■ Problem ■
Look below for the line holding "ring tip: (561, 292)" and the line holding "pinky mcp: (705, 335)". Transcribe exactly those lines and all lines between them, nothing more.

-- Entries provided follows --

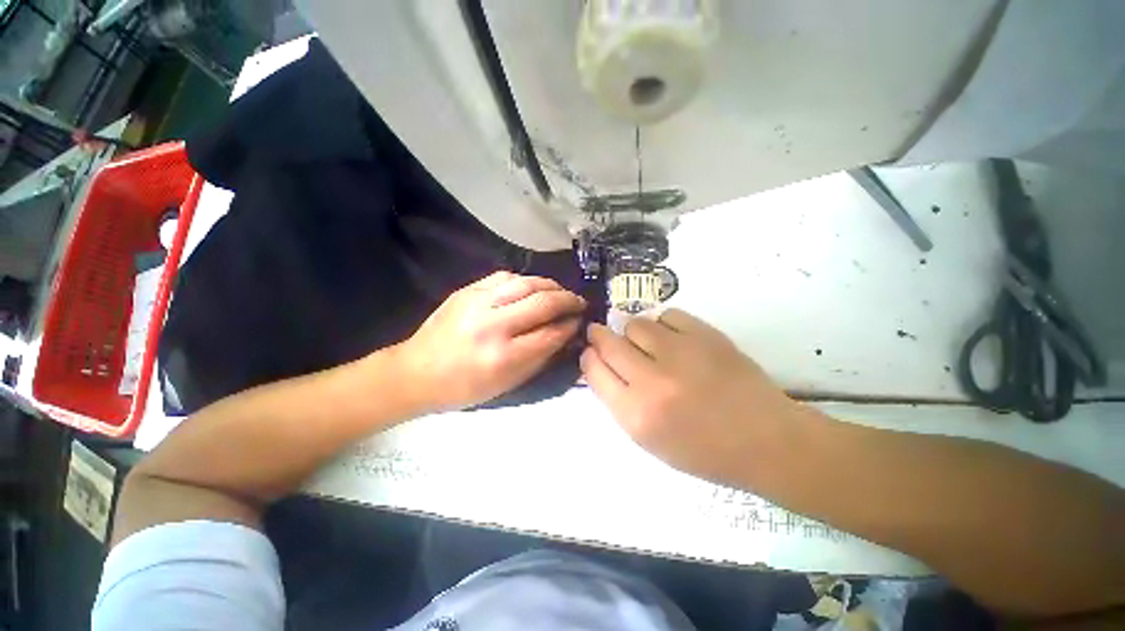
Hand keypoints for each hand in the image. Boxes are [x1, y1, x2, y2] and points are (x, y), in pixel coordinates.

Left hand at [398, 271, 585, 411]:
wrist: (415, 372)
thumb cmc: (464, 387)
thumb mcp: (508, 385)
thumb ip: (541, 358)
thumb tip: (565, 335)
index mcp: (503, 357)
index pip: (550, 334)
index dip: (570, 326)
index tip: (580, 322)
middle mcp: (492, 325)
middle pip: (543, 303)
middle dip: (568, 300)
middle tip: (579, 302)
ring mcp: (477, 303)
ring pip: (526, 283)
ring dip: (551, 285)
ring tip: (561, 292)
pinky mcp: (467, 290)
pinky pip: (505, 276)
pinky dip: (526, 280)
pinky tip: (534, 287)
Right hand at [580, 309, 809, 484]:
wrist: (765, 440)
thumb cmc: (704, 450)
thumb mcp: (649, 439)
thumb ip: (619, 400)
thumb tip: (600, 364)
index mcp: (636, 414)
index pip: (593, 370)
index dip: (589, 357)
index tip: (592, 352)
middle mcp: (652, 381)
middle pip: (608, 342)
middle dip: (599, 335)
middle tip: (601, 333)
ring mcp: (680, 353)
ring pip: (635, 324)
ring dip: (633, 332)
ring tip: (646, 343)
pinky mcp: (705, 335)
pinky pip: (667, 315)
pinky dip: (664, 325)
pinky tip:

-- Entries provided concluded --
-- Entries provided follows --

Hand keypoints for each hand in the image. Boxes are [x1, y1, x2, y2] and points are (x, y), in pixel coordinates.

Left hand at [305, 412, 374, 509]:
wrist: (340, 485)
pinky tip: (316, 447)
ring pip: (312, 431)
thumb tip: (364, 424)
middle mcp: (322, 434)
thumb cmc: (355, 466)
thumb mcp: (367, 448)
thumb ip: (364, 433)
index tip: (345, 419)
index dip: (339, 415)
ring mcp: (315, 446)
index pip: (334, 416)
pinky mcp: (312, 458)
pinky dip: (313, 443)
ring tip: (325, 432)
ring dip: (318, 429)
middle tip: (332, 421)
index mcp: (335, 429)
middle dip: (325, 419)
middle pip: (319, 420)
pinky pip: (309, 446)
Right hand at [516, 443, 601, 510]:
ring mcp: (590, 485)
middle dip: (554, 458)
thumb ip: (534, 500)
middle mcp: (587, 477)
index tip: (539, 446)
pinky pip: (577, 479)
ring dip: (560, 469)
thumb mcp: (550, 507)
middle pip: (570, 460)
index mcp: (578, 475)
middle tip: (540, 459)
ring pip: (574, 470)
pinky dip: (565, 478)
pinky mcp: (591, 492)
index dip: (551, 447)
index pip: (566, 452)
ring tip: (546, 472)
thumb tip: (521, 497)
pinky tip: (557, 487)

-- Entries provided concluded --

■ Exercise output ■
ring tip: (561, 292)
pinky mcp: (467, 290)
pinky pip: (505, 276)
pinky dip: (526, 280)
pinky tip: (534, 287)
Right hand at [580, 309, 809, 484]:
wrist: (765, 440)
thumb cmc: (704, 450)
thumb mcp: (649, 439)
thumb ip: (619, 400)
thumb tip: (600, 364)
index mcp: (636, 414)
index pip: (593, 370)
index dip: (589, 357)
index tip: (592, 352)
middle mcp: (652, 381)
middle pip: (608, 342)
middle dip: (599, 335)
middle tip: (601, 333)
ring mcp: (680, 353)
ring pip: (635, 324)
ring dip: (633, 332)
ring tip: (646, 343)
pinky mcp: (705, 335)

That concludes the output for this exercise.